The report credits some of the confidence to the survey’s timing: responses were collected after both the November election and extension of the federal investment tax credit, and before the blackouts in Texas.

Remote selling is here to stay

One pandemic-induced shift, selling solar systems remotely, is here to stay, at least in some capacity, the report said. Some 12% of installers surveyed said they plan to sell entirely remotely. Others said they plan to use online selling as a tool, but not rely on it entirely. The split largely was over whether or not respondents had already begun to sell in person again, or if they planned on doing so in the near future.

On the installations front, 2020 marked the “best year ever” for residential energy storage installations, with the storage attachment rate jumping more than 30% between 2019 and 2020. That resulted in a nationwide average attachment rate of 20%.

Respondents said that nearly half of all customers showed interest in energy storage in 2020. Interest was high in states that experience frequent headline-grabbing weather events, like California and North Carolina.

Storage barriers

Resilience was found to be the overall largest driver of storage interest and adoption, and cost remained the biggest barrier. More than three-quarters of respondents named battery costs as the primary barrier to increasing storage attachment rates. Two-fifths of respondents said a lack of storage incentives was a barrier to adoption.

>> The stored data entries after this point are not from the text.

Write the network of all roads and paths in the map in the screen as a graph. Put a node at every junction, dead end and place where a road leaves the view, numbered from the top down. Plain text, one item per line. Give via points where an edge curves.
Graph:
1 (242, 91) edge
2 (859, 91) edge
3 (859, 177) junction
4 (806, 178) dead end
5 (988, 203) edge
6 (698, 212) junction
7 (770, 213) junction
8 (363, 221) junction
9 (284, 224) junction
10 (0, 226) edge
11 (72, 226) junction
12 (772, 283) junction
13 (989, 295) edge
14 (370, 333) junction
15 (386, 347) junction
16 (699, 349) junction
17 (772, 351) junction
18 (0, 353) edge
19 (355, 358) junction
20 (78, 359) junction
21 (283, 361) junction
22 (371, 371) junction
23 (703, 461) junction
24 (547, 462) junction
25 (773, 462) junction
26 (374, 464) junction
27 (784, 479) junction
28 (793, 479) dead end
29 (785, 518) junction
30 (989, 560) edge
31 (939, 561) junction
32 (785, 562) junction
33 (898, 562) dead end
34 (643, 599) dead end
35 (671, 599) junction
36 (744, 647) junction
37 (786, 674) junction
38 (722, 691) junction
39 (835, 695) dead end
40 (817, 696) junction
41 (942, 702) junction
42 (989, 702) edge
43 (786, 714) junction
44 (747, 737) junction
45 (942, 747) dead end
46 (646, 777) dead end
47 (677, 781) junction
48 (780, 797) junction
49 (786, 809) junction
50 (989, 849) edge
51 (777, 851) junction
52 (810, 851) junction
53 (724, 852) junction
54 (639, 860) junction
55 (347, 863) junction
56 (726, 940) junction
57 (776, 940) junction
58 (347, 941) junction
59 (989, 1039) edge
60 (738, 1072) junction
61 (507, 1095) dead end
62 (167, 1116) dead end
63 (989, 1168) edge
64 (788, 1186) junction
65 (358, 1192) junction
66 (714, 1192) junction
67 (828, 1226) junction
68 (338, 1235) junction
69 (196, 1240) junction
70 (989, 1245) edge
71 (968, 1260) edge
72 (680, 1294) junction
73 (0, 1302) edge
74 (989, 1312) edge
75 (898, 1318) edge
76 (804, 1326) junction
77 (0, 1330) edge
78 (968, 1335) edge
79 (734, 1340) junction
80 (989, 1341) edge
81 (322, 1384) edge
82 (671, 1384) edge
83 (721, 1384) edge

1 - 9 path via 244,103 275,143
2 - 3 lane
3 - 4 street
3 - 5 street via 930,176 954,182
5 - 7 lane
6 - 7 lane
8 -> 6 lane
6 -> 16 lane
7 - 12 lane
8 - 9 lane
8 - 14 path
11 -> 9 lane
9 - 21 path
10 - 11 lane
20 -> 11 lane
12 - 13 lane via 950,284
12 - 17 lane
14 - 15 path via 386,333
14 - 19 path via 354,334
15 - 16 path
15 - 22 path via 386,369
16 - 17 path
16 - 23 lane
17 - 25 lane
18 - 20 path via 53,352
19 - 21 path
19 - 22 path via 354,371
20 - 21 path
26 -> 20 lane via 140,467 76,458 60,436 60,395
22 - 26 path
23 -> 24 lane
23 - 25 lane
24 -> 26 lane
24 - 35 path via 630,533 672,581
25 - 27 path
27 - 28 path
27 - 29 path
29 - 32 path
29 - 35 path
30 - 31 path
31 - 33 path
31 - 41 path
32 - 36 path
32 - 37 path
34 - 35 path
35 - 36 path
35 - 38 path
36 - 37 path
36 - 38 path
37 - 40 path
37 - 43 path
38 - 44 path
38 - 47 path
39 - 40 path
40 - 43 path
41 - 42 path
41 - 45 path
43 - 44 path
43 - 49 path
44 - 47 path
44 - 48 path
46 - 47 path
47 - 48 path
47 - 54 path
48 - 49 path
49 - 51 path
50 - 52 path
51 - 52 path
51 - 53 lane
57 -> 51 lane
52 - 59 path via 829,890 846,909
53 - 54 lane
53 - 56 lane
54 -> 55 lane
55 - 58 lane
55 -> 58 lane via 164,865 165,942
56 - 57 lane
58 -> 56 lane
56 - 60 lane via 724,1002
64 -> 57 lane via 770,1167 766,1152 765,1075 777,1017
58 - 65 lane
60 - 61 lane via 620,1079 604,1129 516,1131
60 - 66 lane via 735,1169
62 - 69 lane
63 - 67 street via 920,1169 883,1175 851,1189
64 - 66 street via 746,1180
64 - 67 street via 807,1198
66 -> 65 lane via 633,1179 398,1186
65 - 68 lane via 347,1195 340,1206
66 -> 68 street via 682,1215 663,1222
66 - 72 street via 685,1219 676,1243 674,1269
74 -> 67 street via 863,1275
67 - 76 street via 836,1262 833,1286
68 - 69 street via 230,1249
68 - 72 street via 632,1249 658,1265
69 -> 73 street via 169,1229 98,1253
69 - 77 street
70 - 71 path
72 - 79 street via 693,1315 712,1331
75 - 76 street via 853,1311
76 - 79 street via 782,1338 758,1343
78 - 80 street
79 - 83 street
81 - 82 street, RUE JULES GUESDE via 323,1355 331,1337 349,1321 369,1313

Among the residential storage options available to customers, Tesla was the most widely requested brand; installers also said they are most likely to stock LG Energy Solutions batteries. The percentage of installers stocking LG batteries fell, however, from 56% in 2019 to 44% in 2020.

As for other hardware, the most-requested solar modules by consumers were LG. And the most-requested inverters were Enphase and SolarEdge.

Satisfaction with battery offerings has also become an issue among installers. Roughly 14% of installers said they were very satisfied with their battery brand, while three out of a small sample of five survey respondents said they have a neutral or unfavorable view toward their battery brand.